The Workforce Investment Act (WIA) identifies individuals with disabilities as among the constituencies to be served by One-Stop Career Centers. Due to a variety of factors, including lack of an overall One-Stop data collection system, no clear way to identify disability in the system, and non-disclosure of disability by many customers, it is difficult to ascertain the exact level of One-Stop usage by people with disabilities. However, existing data sources and anecdotal evidence indicate that people with disabilities underutilize One-Stops. The number of people with disabilities that use One-Stops seems to be lower than what would be expected based on the percentage of people with disabilities in the adult population. The disproportionately high rate of un- and underemployment among people with disabilities makes their underutilization of this career resource a critical issue.

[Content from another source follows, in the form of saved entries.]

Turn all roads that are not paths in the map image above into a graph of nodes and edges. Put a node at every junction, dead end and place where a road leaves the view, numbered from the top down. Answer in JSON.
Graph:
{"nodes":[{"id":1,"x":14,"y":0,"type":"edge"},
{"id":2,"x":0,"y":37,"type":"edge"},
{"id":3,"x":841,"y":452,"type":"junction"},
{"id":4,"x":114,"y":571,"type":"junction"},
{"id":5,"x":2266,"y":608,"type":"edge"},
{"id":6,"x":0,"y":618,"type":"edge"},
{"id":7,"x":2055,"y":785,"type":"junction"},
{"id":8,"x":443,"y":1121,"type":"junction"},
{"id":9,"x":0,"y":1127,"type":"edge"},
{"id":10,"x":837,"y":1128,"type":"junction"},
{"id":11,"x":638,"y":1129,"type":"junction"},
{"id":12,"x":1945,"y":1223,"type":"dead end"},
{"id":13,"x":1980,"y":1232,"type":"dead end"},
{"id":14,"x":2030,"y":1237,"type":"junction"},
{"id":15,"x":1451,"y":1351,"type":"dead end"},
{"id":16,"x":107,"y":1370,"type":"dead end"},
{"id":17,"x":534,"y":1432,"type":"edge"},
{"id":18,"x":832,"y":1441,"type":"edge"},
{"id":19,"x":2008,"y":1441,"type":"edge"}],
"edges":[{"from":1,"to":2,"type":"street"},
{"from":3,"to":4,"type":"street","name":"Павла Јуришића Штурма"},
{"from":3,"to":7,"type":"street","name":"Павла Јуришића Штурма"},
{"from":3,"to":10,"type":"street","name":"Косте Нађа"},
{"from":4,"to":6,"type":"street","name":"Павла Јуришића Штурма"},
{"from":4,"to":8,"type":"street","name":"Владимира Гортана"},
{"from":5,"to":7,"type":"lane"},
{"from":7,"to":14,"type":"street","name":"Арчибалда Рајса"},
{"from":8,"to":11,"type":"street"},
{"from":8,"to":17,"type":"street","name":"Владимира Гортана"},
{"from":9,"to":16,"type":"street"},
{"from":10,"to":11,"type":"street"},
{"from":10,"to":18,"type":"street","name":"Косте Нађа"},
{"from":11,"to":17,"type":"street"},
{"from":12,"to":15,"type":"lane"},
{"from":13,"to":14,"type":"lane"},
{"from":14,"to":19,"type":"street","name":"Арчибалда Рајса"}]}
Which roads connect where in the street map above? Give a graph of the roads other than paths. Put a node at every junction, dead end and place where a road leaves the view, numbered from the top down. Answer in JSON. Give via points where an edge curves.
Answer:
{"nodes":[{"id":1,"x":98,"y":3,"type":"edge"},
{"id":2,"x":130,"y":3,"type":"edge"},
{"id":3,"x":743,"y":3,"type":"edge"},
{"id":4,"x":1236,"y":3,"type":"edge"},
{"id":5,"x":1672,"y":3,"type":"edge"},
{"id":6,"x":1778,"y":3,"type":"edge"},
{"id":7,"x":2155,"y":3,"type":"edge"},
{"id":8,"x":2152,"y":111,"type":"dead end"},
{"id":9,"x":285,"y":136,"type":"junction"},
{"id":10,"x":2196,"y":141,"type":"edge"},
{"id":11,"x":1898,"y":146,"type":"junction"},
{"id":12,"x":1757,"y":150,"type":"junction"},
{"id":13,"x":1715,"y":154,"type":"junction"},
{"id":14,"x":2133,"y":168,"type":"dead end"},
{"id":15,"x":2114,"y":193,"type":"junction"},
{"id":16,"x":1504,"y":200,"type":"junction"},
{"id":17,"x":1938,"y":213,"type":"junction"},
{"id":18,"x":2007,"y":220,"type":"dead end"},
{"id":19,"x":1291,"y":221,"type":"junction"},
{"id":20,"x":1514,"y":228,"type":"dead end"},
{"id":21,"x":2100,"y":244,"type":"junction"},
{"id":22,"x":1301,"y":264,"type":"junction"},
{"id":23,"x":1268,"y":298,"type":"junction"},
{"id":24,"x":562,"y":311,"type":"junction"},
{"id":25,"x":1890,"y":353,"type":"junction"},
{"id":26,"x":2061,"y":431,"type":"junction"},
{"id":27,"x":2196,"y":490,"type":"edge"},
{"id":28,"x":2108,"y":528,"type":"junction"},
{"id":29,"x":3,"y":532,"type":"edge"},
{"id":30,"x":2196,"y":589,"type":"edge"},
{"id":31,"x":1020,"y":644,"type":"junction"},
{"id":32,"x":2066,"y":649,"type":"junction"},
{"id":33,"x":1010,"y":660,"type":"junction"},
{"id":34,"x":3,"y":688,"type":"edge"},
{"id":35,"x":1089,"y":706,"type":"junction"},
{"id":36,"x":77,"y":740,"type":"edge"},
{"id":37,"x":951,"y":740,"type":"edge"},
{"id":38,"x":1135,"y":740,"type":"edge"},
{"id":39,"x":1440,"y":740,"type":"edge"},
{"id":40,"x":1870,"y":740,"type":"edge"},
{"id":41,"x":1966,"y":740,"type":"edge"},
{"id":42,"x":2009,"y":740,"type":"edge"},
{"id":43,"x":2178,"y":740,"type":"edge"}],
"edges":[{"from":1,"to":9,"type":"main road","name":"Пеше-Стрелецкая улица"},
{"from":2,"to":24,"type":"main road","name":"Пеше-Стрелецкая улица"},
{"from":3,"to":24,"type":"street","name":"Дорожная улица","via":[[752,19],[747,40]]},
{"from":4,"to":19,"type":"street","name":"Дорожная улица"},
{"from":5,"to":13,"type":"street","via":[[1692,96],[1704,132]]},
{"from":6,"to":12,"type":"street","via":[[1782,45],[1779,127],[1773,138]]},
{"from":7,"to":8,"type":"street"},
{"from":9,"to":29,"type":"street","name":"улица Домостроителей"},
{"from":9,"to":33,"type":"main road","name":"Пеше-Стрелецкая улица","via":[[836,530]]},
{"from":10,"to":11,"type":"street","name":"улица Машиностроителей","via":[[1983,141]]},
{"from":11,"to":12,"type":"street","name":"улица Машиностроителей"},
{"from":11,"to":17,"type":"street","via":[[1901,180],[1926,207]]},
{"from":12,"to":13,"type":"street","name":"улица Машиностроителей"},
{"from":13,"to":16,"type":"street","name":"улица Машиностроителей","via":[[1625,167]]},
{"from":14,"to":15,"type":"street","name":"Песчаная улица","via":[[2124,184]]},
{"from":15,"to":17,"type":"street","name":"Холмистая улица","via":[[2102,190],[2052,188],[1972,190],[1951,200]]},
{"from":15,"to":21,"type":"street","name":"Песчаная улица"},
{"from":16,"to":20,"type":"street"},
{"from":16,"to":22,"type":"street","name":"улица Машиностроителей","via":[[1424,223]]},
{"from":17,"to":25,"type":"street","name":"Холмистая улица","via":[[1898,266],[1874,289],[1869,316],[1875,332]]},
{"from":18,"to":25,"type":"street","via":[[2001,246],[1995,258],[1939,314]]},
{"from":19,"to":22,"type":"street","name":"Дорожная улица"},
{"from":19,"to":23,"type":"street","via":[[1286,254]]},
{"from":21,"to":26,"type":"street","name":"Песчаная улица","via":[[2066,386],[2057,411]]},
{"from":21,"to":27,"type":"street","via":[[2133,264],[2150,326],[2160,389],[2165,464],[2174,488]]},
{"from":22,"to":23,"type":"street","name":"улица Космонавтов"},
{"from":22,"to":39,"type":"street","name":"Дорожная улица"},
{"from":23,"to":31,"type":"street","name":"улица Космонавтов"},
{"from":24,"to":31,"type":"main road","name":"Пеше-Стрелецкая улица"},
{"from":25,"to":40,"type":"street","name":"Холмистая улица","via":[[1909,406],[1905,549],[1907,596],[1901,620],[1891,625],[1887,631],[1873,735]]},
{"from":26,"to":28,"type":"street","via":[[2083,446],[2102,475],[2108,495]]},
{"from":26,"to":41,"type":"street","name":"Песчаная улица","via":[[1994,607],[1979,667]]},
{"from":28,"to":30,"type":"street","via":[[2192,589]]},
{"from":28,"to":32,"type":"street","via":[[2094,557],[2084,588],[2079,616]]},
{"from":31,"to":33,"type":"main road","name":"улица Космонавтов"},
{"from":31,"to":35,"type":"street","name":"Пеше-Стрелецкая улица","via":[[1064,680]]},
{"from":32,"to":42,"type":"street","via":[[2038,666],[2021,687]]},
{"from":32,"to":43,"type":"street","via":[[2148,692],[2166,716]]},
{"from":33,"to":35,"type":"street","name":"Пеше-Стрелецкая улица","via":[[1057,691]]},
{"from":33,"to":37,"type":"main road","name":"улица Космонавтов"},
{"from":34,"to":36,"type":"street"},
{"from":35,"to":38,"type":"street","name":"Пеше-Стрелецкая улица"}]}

Increasing the use of One-Stops by job seekers with disabilities can be a challenge. Underutilization may be due to a lack of appropriate services for individuals with more significant disabilities, who may find visiting a One-Stop an overwhelming experience. At the same time, the philosophy of "universal access" should ensure that any customer can utilize core services of the One-Stop. People with disabilities should not have to bypass core services and rely exclusively on disability programs such as Vocational Rehabilitation (VR). The key is making these generic services welcoming, accommodating, and tailored to everyone.

Many One-Stops have created successful strategies to increase access for customers with significant disabilities. The following is offered as a tool for One-Stops to use in their efforts to promote increased access and meaningful outcomes for job seekers. It is our hope that these examples will stimulate the development of exemplary employment services for individuals with disabilities in One-Stops across the country.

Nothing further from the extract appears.